• Data supplied
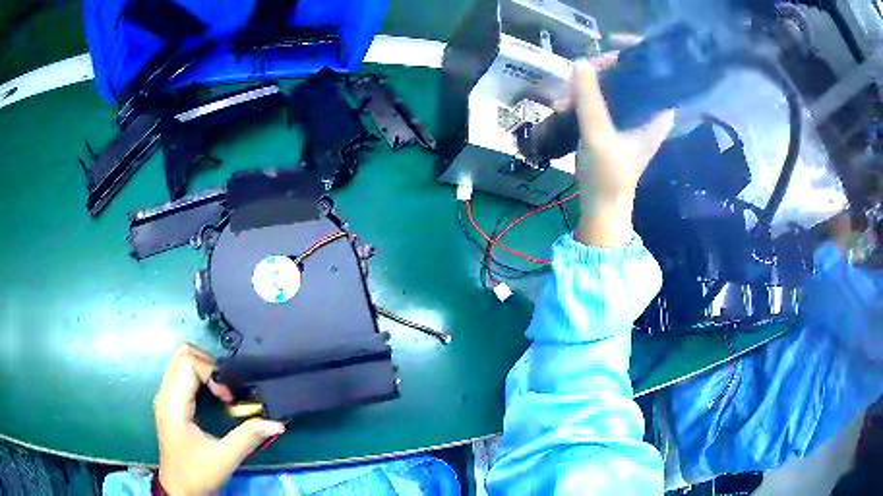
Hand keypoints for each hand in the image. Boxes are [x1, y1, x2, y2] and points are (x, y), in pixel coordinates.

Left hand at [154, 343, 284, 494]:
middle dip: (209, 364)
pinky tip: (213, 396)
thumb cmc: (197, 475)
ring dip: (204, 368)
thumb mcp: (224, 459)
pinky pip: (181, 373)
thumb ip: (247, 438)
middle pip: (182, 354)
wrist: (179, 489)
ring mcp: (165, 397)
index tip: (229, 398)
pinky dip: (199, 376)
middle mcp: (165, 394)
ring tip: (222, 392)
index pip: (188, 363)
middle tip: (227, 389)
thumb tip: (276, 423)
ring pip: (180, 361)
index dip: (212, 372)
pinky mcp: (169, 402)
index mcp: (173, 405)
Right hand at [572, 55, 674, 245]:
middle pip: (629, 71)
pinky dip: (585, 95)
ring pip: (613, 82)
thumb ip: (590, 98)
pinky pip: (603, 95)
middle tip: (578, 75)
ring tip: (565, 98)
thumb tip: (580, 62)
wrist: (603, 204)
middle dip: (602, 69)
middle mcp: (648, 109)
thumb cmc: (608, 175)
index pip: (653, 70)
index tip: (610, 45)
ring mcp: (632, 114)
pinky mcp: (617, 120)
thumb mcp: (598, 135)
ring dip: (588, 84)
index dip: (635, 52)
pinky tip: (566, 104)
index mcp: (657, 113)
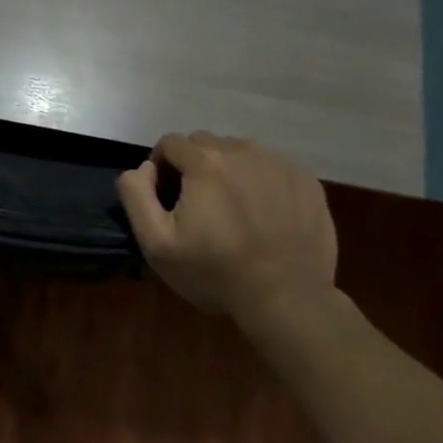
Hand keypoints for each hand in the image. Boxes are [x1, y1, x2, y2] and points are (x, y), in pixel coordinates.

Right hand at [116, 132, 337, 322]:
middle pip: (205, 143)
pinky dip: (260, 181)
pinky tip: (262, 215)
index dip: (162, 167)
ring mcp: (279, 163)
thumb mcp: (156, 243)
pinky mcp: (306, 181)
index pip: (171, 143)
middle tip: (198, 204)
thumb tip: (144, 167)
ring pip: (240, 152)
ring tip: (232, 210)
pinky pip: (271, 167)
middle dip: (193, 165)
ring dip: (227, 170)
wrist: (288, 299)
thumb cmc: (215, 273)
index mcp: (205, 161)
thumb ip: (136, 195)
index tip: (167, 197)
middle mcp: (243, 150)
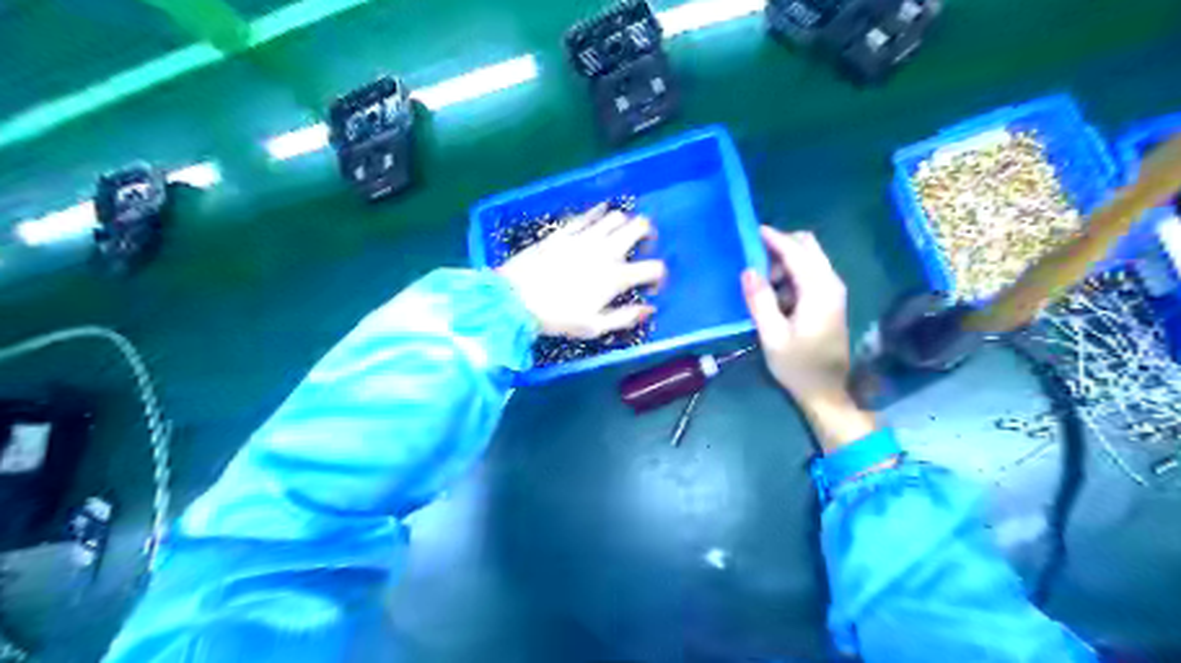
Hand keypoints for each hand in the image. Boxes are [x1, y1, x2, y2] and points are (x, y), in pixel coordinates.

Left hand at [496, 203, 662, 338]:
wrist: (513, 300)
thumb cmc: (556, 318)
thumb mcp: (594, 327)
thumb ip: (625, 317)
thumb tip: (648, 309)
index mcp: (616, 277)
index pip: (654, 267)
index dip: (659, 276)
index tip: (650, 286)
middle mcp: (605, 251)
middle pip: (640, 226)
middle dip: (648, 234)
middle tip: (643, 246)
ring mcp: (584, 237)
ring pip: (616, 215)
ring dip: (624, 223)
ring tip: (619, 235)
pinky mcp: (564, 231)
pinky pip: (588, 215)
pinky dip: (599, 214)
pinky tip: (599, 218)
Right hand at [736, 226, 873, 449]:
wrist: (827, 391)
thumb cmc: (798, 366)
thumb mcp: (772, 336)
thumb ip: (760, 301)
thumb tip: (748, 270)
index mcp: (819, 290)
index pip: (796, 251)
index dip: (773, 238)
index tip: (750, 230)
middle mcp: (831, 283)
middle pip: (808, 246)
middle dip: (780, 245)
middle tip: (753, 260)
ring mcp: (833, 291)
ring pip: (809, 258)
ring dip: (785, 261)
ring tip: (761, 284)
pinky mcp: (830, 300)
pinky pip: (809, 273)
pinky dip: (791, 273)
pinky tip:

...

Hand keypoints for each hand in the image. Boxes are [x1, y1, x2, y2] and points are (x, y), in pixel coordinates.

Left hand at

• Problem statement
Every line in the entries above that has the word "Left" should be identified and copied.

• Answer section
Left hand at [154, 343, 284, 494]:
Left hand at [496, 203, 662, 338]:
Left hand at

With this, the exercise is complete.